WHAT IS REQUIRED: Give the entries again exactly. Skip the pictures.

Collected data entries
########
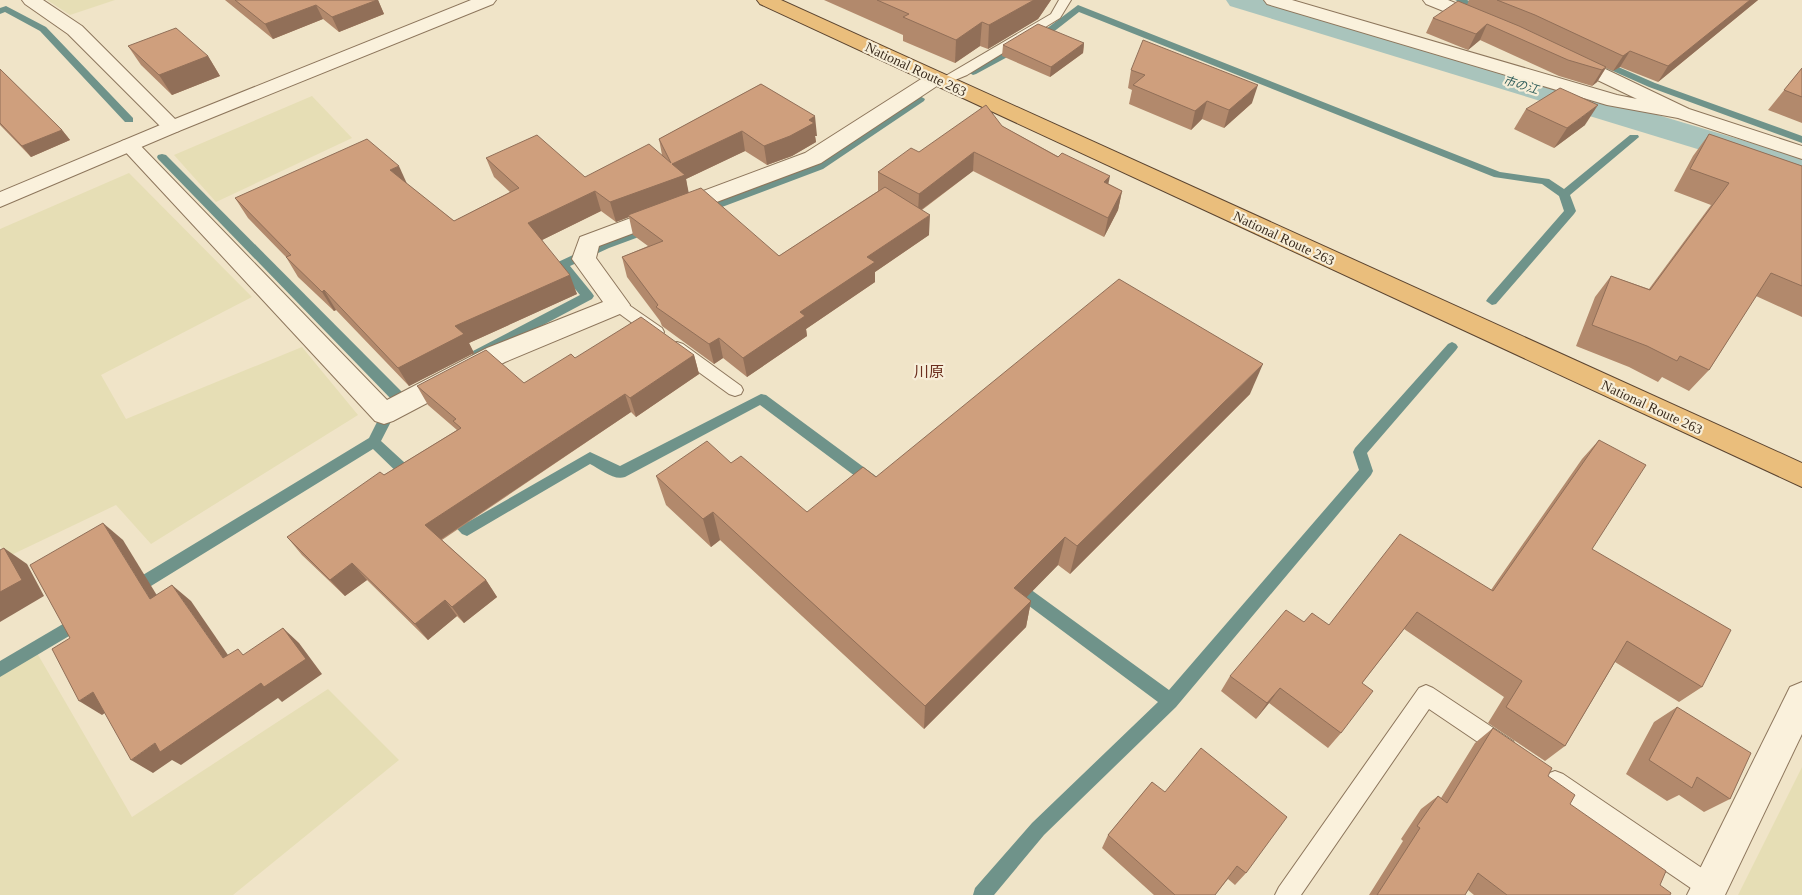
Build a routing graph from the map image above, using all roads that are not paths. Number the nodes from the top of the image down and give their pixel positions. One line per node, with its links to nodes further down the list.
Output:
1 (31, 0): 11 (street)
2 (487, 0): 11 (street)
3 (766, 0): 9 (highway, National Route 263)
4 (1065, 0): 9 (lane)
5 (1273, 0): 10 (street)
6 (1432, 0): 7 (street)
7 (1502, 28)
8 (1555, 53): 10 (street)
9 (939, 80): 15 (street); 17 (highway, National Route 263)
10 (1682, 113): 13 (street)
11 (172, 127): 12 (street)
12 (129, 145): 14 (street); 15 (street)
13 (1802, 153)
14 (0, 200)
15 (618, 304): 16 (lane)
16 (735, 390)
17 (1802, 476)
18 (1798, 713): 19 (street)
19 (1708, 891): 20 (lane)
20 (1287, 895)

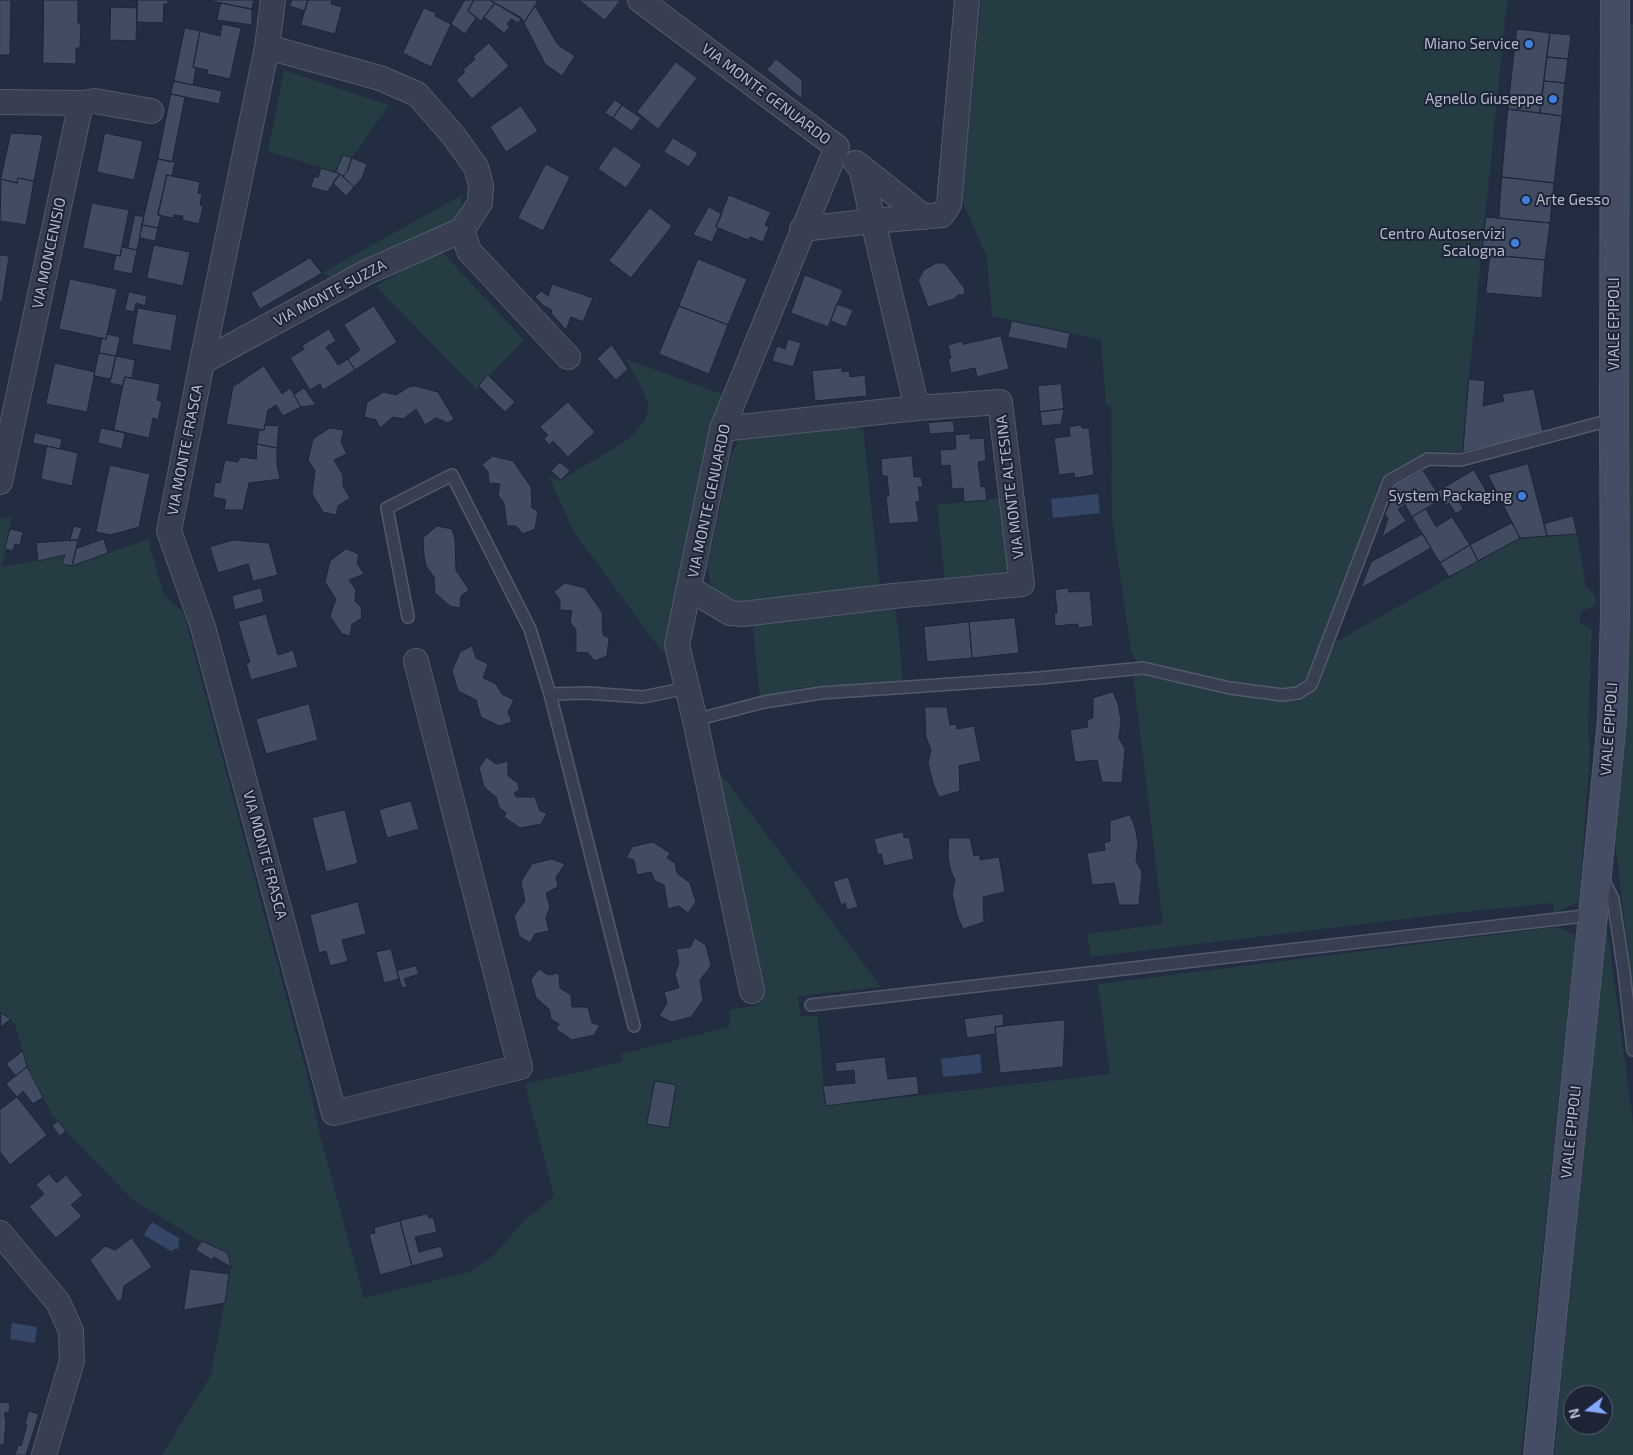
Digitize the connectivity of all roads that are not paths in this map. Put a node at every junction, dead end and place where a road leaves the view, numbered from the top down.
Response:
########
ANSWER SECTION:
Build a routing graph from the map image above, using all roads that are not paths. Number the nodes from the top of the image down and give their pixel positions. One line per node, with its links to nodes further down the list.
Output:
1 (31, 0): 11 (street)
2 (487, 0): 11 (street)
3 (766, 0): 9 (highway, National Route 263)
4 (1065, 0): 9 (lane)
5 (1273, 0): 10 (street)
6 (1432, 0): 7 (street)
7 (1502, 28)
8 (1555, 53): 10 (street)
9 (939, 80): 15 (street); 17 (highway, National Route 263)
10 (1682, 113): 13 (street)
11 (172, 127): 12 (street)
12 (129, 145): 14 (street); 15 (street)
13 (1802, 153)
14 (0, 200)
15 (618, 304): 16 (lane)
16 (735, 390)
17 (1802, 476)
18 (1798, 713): 19 (street)
19 (1708, 891): 20 (lane)
20 (1287, 895)

Digitize the connectivity of all roads that are not paths in this map. Put a node at every junction, dead end and place where a road leaves the view, numbered from the top down.
Response:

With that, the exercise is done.